Thanks to a Facebook recommendation by Tom Palmer, I’ve got my hands on “Meddling. On the Virtue of Leaving Others Alone” by John Lachs. It’s a splendid little book, philosophically dense but written in a way which makes it completely accessible to a lay audience. It’d make it a wonderful gift to your friends and might prompt some thoughts.
Lachs reflects on our tendency to tell our fellow men what’s best for them. Very few of us keep quiet on the basis that everybody is the best judge of her own needs. I’m reminded of what may be a peculiar Italian characteristic. Italians (like Peruvians and New Yorkers) are well known for their driving style. Typically, the inside of an Italian car is a very talkative environment – even when only the driver is in. For the typical Italian driver, myself included, everybody else is going just too fast or (more likely) just too slow. When somebody cuts you off, or slows down when the traffic lights are yellow thus slowing us too, we tend not only to provide some very colourful definition of the other driver: but to lecture him endlessly about what good driving is. Of course, he’s not in the position to listen: but that doesn’t stop our instinct to lecture.
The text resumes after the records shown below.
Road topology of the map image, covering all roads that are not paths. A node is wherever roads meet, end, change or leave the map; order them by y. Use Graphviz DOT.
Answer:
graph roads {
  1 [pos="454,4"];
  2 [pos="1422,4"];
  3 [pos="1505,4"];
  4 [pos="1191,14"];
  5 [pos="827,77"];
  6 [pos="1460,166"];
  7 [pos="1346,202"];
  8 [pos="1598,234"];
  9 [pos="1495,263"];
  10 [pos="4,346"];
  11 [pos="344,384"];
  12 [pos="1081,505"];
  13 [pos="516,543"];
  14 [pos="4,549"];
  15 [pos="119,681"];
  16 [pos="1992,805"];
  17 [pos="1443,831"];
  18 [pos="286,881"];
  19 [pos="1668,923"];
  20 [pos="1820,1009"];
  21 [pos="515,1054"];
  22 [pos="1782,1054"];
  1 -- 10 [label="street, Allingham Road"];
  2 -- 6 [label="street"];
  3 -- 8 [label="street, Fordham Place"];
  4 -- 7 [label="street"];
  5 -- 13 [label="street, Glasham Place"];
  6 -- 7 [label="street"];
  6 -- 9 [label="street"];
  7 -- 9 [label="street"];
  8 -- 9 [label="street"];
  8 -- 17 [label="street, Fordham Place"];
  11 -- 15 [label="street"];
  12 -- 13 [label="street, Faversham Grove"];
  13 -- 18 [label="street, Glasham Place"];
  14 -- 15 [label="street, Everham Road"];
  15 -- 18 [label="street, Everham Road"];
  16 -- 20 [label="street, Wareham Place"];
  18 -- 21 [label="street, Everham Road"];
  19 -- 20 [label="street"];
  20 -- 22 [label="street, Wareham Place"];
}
Lachs’s work reminds me of H.L. Mencken’s aphorism, “The urge to save humanity is almost always a false front for the urge to rule”. This applies both to the wholesale and the retail urge to save humanity: to our attempts to teach colleagues what a healthy diet is, and to our wishes to wage a war to end all wars.
Lachs proves, rather successfully to my own judgment, that there is nothing particularly virtuous in minding other people’s business. “Respect for others consists primarily in acknowledging them as worthy decision makers”: leaving people alone is not thus capturing to egoism, but rather a consequence of recognising other people’s dignity.
There are many interesting ideas in Lachs’s book. On children and education, on welfare dependency, on how to help others, on legislation, and much else. I’d just like to quote him on the link between freedom and creativity:
Individual decision making is closely connected to creativity not because all choices are excellent, but because they constitute a broad field out of which the best responses can emerge. If we wished to establish a connection to Darwinian ideas, we could say that the wide spectrum of decisions is similar to the field of the spontaneous variations of living things from which the pressure of natural selection preserves only the most apt. Without such experimental structures and behaviours, responses remain stagnant and life sinks under the weight of institutionalised routine. Freedom multiplies actions and ideas, some of which turn out to be brilliant and others fundamentally flawed. The important fact, however, is that few if any of them could have occurred under conditions of enforced conformity. To leave people alone with their projects is to permit – even to encourage – the exercise of private imaginations.
John Lachs is my new favourite (living) philosopher.